Przeniosłem ponownie spojrzenie na nauczyciela, z irytacją dostrzegając, że ten w dalszym ciągu się mi przygląda. I czego ty się na mnie tak gapisz, głupi jasnowidzu!

Ignorując na sobie spojrzenie Isaaca, spojrzałem się ponownie na roślinę, po czym wstałem z kanapy.

- Gdzie ty się Will wybierasz? Wracaj do stołu i pisz diagnozę - orzekł nauczyciel. Czułem na swoich plecach jego świdrujące spojrzenie, jednak nie zwracałem na to uwagi. Podszedłem do rośliny, dotykając ją.

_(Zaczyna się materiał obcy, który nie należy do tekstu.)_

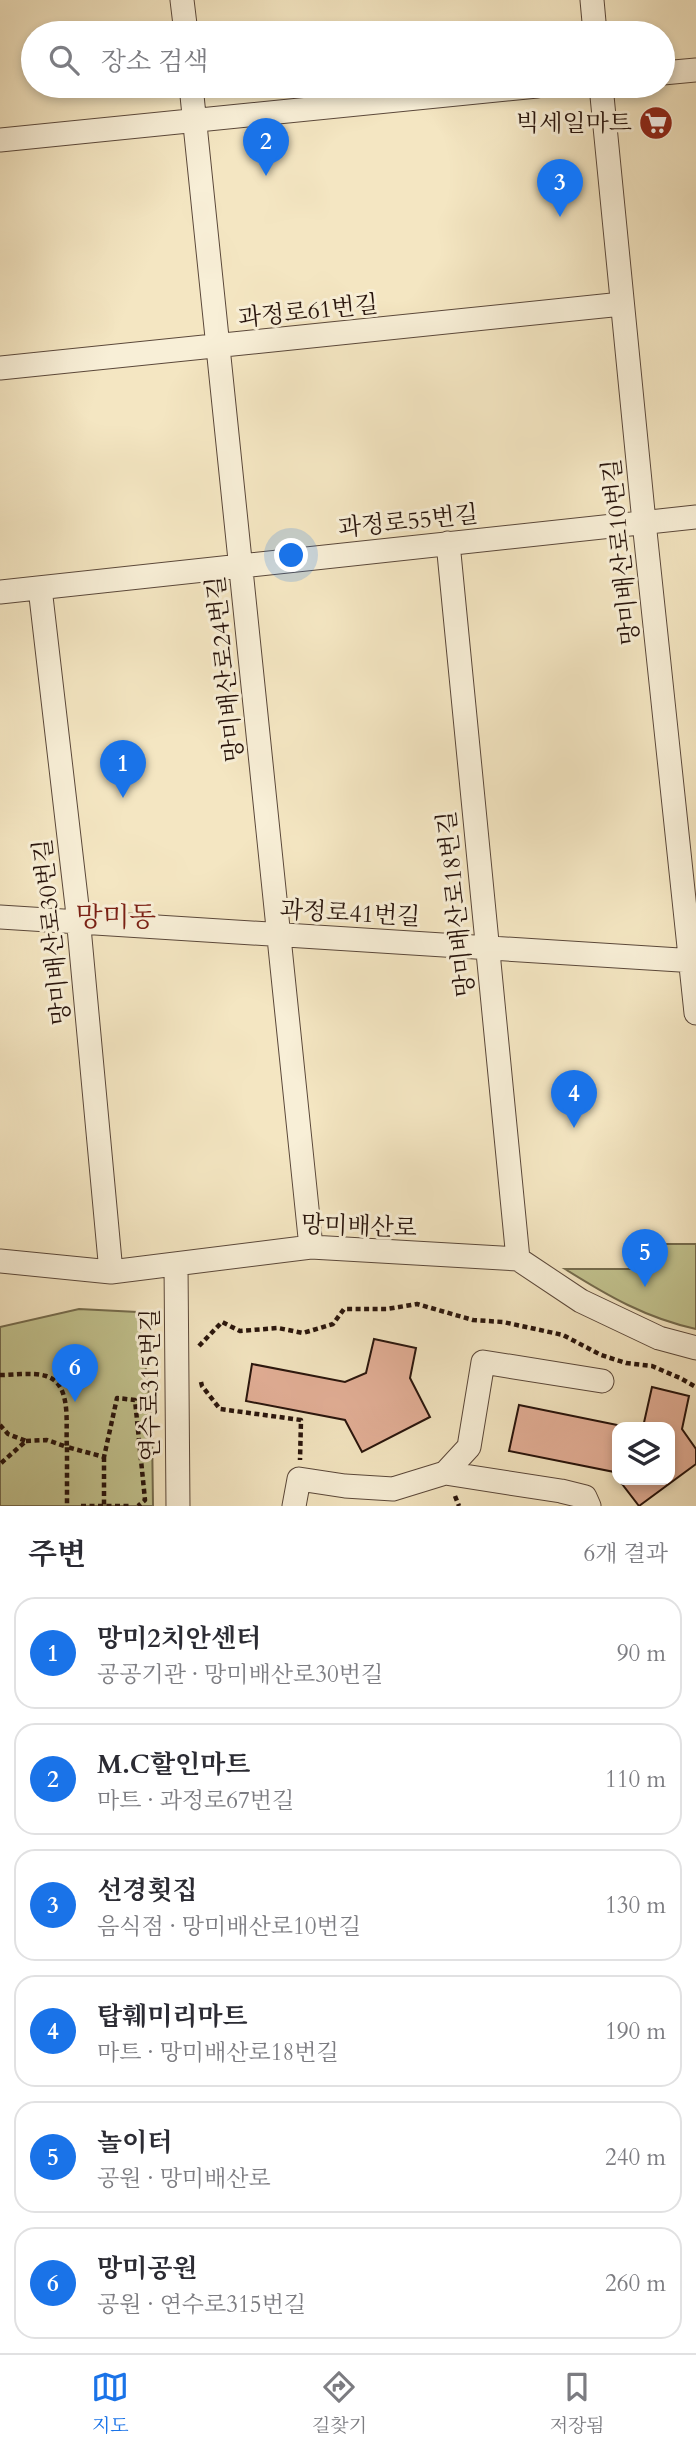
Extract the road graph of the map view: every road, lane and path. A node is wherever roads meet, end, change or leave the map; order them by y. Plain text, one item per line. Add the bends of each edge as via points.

- Jest prawdziwa - oznajmiłem ze zdziwieniem, by z kolei przyjrzeć się jej z bliska - Sądziłem, że w tym domu są jedynie sztuczne rośliny - orzekłem, po czym odwróciłem się. Cofnąłem się przestraszony, kiedy tuż za mną stał Isaac.

- Rozumiem Twoje zdumienie, jednak jak już to sprawdziłeś, to zapraszam do stołu - rzekł, zapraszając mnie gestem dłoni w stronę kanapy. Spojrzałem się na nauczyciela, zastanawiając się.